TASK DATA
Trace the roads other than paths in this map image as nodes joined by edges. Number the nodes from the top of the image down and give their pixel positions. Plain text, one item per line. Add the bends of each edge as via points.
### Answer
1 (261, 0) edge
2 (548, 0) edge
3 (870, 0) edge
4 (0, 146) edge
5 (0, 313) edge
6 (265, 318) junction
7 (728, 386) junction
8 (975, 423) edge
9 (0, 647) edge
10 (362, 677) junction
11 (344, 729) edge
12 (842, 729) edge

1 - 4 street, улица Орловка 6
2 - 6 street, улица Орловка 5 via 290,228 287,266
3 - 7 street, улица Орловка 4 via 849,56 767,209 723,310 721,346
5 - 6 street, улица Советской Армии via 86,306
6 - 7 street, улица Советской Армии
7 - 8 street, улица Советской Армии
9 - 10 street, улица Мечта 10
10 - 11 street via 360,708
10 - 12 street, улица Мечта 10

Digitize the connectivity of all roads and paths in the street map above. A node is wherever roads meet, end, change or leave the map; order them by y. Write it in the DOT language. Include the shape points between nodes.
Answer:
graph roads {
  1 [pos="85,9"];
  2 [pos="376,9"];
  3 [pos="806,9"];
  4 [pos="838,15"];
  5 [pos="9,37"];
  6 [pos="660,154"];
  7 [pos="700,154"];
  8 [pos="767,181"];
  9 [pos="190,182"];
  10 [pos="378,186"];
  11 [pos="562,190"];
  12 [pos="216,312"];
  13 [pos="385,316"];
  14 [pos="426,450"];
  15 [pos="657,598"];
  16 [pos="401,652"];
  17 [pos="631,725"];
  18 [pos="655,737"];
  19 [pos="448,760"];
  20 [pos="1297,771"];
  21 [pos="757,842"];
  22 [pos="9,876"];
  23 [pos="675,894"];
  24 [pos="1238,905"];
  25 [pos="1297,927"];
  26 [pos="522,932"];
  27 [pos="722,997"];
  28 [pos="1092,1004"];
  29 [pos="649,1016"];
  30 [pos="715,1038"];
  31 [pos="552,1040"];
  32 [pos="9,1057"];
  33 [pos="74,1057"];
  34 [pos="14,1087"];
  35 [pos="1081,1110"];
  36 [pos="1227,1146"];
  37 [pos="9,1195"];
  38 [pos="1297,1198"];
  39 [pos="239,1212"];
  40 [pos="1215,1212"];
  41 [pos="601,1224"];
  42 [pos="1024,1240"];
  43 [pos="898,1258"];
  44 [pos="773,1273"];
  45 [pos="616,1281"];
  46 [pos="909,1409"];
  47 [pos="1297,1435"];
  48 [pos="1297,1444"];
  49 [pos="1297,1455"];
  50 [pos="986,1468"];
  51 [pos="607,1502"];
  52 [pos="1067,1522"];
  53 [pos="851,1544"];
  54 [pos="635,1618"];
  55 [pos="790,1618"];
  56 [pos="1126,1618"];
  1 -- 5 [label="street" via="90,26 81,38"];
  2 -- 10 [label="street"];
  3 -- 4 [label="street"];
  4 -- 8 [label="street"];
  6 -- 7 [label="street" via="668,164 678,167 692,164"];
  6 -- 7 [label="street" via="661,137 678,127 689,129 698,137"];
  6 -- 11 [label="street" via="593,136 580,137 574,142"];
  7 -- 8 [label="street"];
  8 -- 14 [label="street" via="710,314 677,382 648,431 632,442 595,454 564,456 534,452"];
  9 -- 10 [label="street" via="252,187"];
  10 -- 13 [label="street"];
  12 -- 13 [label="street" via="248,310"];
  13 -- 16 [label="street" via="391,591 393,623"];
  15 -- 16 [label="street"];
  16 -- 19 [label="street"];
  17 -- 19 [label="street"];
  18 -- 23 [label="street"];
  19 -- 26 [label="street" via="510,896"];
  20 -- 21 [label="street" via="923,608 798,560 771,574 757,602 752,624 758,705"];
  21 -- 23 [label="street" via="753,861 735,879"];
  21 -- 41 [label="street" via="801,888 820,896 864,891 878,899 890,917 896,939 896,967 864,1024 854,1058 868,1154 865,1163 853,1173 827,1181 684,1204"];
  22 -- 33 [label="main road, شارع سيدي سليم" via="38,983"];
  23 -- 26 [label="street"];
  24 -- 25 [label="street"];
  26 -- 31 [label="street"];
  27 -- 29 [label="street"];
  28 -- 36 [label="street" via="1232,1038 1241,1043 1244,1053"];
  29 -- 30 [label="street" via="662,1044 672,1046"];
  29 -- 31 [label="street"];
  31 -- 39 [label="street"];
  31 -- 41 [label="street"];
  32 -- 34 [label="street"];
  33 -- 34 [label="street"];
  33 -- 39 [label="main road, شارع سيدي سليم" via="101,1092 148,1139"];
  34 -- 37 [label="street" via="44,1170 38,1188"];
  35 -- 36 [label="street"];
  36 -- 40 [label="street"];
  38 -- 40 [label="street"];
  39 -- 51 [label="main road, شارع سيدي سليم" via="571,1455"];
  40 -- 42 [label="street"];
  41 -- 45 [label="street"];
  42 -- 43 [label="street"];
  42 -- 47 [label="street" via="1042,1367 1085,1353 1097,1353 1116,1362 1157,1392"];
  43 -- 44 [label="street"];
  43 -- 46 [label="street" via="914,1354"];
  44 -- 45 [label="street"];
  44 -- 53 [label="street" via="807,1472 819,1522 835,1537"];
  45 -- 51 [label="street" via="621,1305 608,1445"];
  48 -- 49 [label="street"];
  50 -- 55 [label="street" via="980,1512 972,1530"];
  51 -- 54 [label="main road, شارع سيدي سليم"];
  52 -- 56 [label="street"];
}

YOUR GOAL
Extract all lines of the records above that include "junction".

SOLUTION TO THIS PROBLEM
6 (265, 318) junction
7 (728, 386) junction
10 (362, 677) junction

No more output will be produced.